[FROG] Where do those massive ARP tables come from?
Bernd
bernd at kroenchenstadt.de
Thu Jul 11 08:15:47 EDT 2019
Am 2019-07-11 13:39, schrieb Don Slice:
> Any chance you have a default route pointing to a local interface, or
> have an invalid onlink route making it think destinations are local
> when they're not? What does you config and routing table look like?
> Are all the extraneous arps pointing out the same interface?
Thanks a lot, Don! Your first thought was the perfect match.
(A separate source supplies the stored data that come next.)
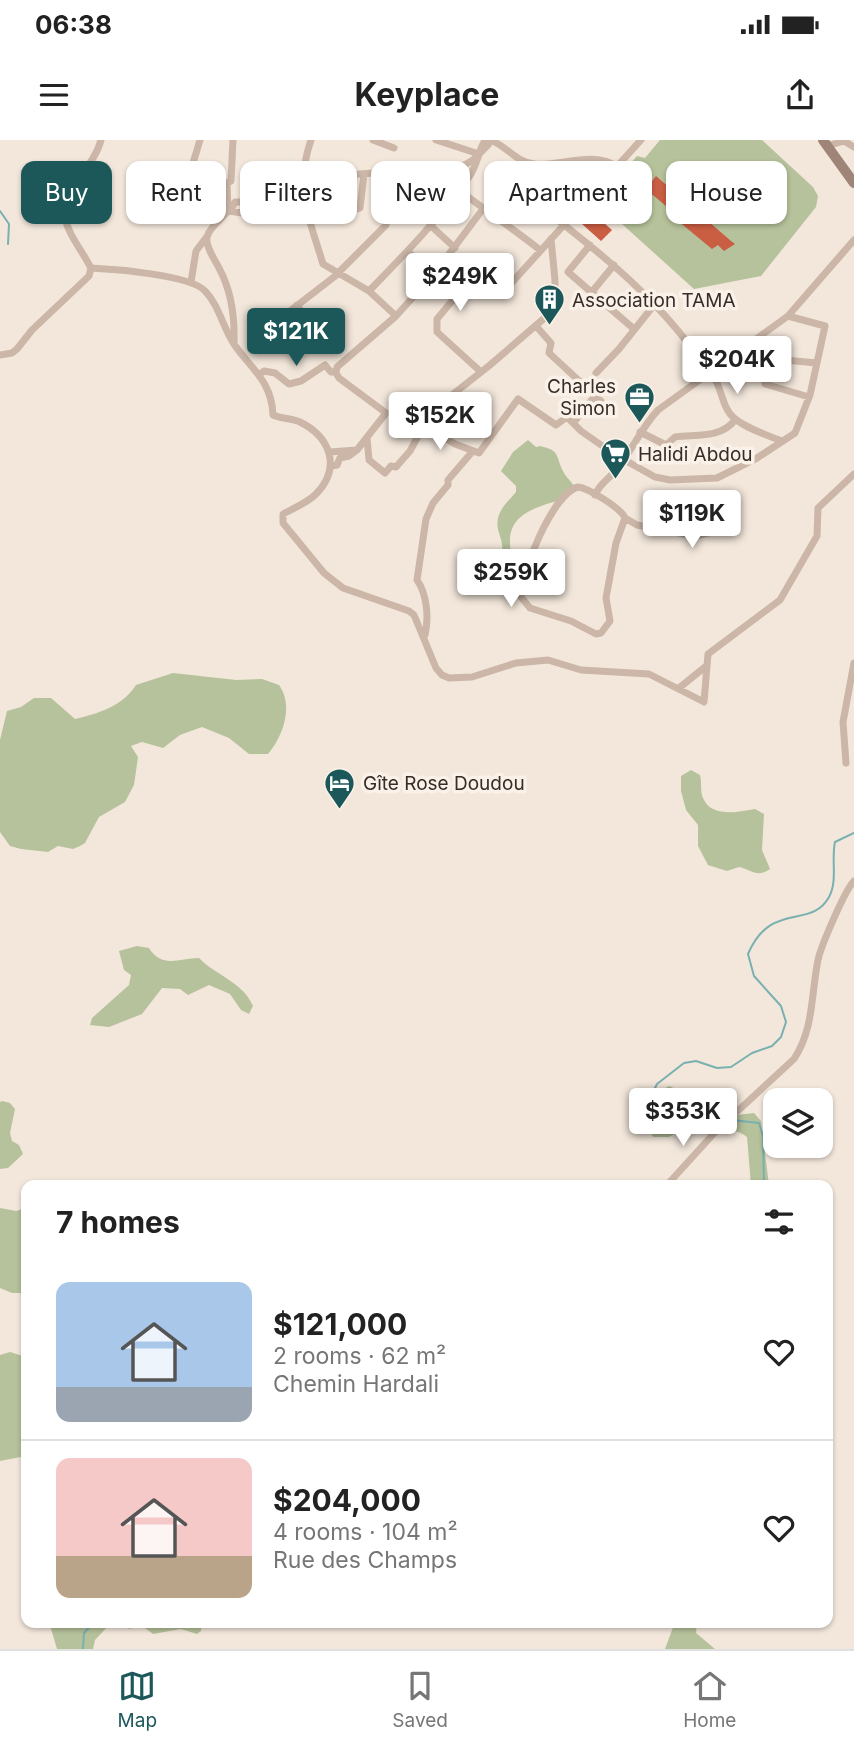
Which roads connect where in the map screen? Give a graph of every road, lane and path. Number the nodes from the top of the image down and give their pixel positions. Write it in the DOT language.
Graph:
graph roads {
  1 [pos="101,140"];
  2 [pos="200,140"];
  3 [pos="233,140"];
  4 [pos="311,140"];
  5 [pos="373,140"];
  6 [pos="436,140"];
  7 [pos="641,140"];
  8 [pos="487,142"];
  9 [pos="501,143"];
  10 [pos="825,143"];
  11 [pos="854,147"];
  12 [pos="394,148"];
  13 [pos="479,154"];
  14 [pos="194,161"];
  15 [pos="306,161"];
  16 [pos="469,161"];
  17 [pos="522,161"];
  18 [pos="587,161"];
  19 [pos="606,161"];
  20 [pos="622,161"];
  21 [pos="364,174"];
  22 [pos="371,174"];
  23 [pos="357,175"];
  24 [pos="470,176"];
  25 [pos="854,183"];
  26 [pos="470,199"];
  27 [pos="240,202"];
  28 [pos="357,209"];
  29 [pos="483,209"];
  30 [pos="229,211"];
  31 [pos="240,213"];
  32 [pos="311,224"];
  33 [pos="386,224"];
  34 [pos="565,224"];
  35 [pos="430,225"];
  36 [pos="208,236"];
  37 [pos="551,239"];
  38 [pos="854,240"];
  39 [pos="590,246"];
  40 [pos="455,248"];
  41 [pos="540,250"];
  42 [pos="408,252"];
  43 [pos="614,265"];
  44 [pos="91,268"];
  45 [pos="568,272"];
  46 [pos="336,274"];
  47 [pos="434,274"];
  48 [pos="555,280"];
  49 [pos="191,282"];
  50 [pos="505,290"];
  51 [pos="369,291"];
  52 [pos="591,293"];
  53 [pos="654,304"];
  54 [pos="297,305"];
  55 [pos="396,316"];
  56 [pos="788,316"];
  57 [pos="277,321"];
  58 [pos="536,326"];
  59 [pos="634,329"];
  60 [pos="313,342"];
  61 [pos="754,343"];
  62 [pos="234,345"];
  63 [pos="0,355"];
  64 [pos="763,359"];
  65 [pos="817,363"];
  66 [pos="336,372"];
  67 [pos="481,372"];
  68 [pos="709,372"];
  69 [pos="596,373"];
  70 [pos="260,374"];
  71 [pos="809,397"];
  72 [pos="438,406"];
  73 [pos="735,420"];
  74 [pos="574,422"];
  75 [pos="640,432"];
  76 [pos="366,438"];
  77 [pos="782,441"];
  78 [pos="357,450"];
  79 [pos="330,452"];
  80 [pos="472,452"];
  81 [pos="623,460"];
  82 [pos="331,466"];
  83 [pos="854,474"];
  84 [pos="595,495"];
  85 [pos="727,514"];
  86 [pos="625,518"];
  87 [pos="425,636"];
  88 [pos="854,663"];
  89 [pos="705,667"];
  90 [pos="853,678"];
  91 [pos="679,688"];
  92 [pos="846,763"];
  93 [pos="854,881"];
  94 [pos="672,1180"];
  1 -- 44 [label="street"];
  2 -- 14 [label="street"];
  3 -- 30 [label="street"];
  4 -- 15 [label="street"];
  5 -- 12 [label="street"];
  6 -- 13 [label="street"];
  7 -- 20 [label="street"];
  8 -- 9 [label="street"];
  8 -- 13 [label="street"];
  9 -- 17 [label="street"];
  10 -- 11 [label="street"];
  10 -- 25 [label="street"];
  13 -- 16 [label="street"];
  13 -- 24 [label="street"];
  18 -- 19 [label="street"];
  21 -- 22 [label="street"];
  21 -- 23 [label="street"];
  21 -- 28 [label="street"];
  26 -- 29 [label="street"];
  27 -- 30 [label="street"];
  29 -- 40 [label="street"];
  29 -- 41 [label="street"];
  30 -- 31 [label="street"];
  30 -- 36 [label="street"];
  32 -- 46 [label="street"];
  33 -- 46 [label="street"];
  34 -- 37 [label="street"];
  34 -- 39 [label="street"];
  35 -- 40 [label="street"];
  35 -- 42 [label="street"];
  36 -- 49 [label="street"];
  36 -- 62 [label="street"];
  37 -- 41 [label="street"];
  37 -- 48 [label="street"];
  38 -- 56 [label="street"];
  39 -- 43 [label="street"];
  39 -- 45 [label="street"];
  40 -- 47 [label="street"];
  41 -- 50 [label="street"];
  42 -- 47 [label="street"];
  42 -- 51 [label="street"];
  43 -- 52 [label="street"];
  43 -- 53 [label="street"];
  44 -- 49 [label="street"];
  44 -- 63 [label="street"];
  45 -- 48 [label="street"];
  45 -- 52 [label="street"];
  46 -- 51 [label="street"];
  46 -- 54 [label="street"];
  47 -- 55 [label="street"];
  47 -- 67 [label="street"];
  48 -- 58 [label="street"];
  49 -- 62 [label="street"];
  51 -- 55 [label="street"];
  52 -- 59 [label="street"];
  53 -- 59 [label="street"];
  53 -- 68 [label="street"];
  54 -- 57 [label="street"];
  54 -- 60 [label="street"];
  55 -- 66 [label="street"];
  56 -- 61 [label="street"];
  56 -- 65 [label="street"];
  58 -- 67 [label="street"];
  58 -- 74 [label="street"];
  59 -- 69 [label="street"];
  61 -- 64 [label="street"];
  61 -- 68 [label="street"];
  62 -- 70 [label="street"];
  64 -- 65 [label="street"];
  64 -- 71 [label="street"];
  65 -- 71 [label="street"];
  66 -- 70 [label="street"];
  66 -- 76 [label="street"];
  67 -- 72 [label="street"];
  68 -- 73 [label="street"];
  68 -- 75 [label="street"];
  70 -- 79 [label="street"];
  71 -- 77 [label="street"];
  73 -- 75 [label="street"];
  73 -- 77 [label="street"];
  74 -- 80 [label="street"];
  74 -- 81 [label="street"];
  75 -- 81 [label="street"];
  76 -- 78 [label="street"];
  76 -- 80 [label="street"];
  77 -- 81 [label="street"];
  78 -- 79 [label="street"];
  78 -- 82 [label="street"];
  79 -- 82 [label="street"];
  80 -- 87 [label="street"];
  81 -- 84 [label="street"];
  82 -- 87 [label="street"];
  83 -- 89 [label="street"];
  84 -- 86 [label="street"];
  84 -- 86 [label="street"];
  85 -- 86 [label="street"];
  87 -- 91 [label="street"];
  88 -- 90 [label="street"];
  89 -- 91 [label="street"];
  89 -- 91 [label="street"];
  90 -- 92 [label="street"];
  93 -- 94 [label="street"];
}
The machines indeed had (for whatever historical reasons) a static route
pointed onto themselves. After removing it, the switch CPU load dropped
massively (from about 85% to less then 40%).
I assume the blackhole never was hit by traffic that was meant to be
sent there?
Now:
funny_hostname# sh ip route a.b.c.d
Routing entry for 0.0.0.0/0
Known via "ospf", distance 110, metric 190, best
Last update 00:26:58 ago
* n.o.p.q, via bond1.310
Routing entry for 0.0.0.0/0
Known via "static", distance 240, metric 0
Last update 1d00h53m ago
unreachable (blackhole)
Best
Bernd
> On Thu, Jul 11, 2019 at 3:54 AM Bernd <bernd at kroenchenstadt.de> wrote:
>
>> Hi list,
>>
>> I have a bunch of three routers running in a project, let's call
>> them A,
>> B and C. They connect to multiple AS upstream and internally via
>> OSPF
>> and RIPng.
>>
>> While B is based on an (ancient) Ubuntu 12.04.5 and (also ancient)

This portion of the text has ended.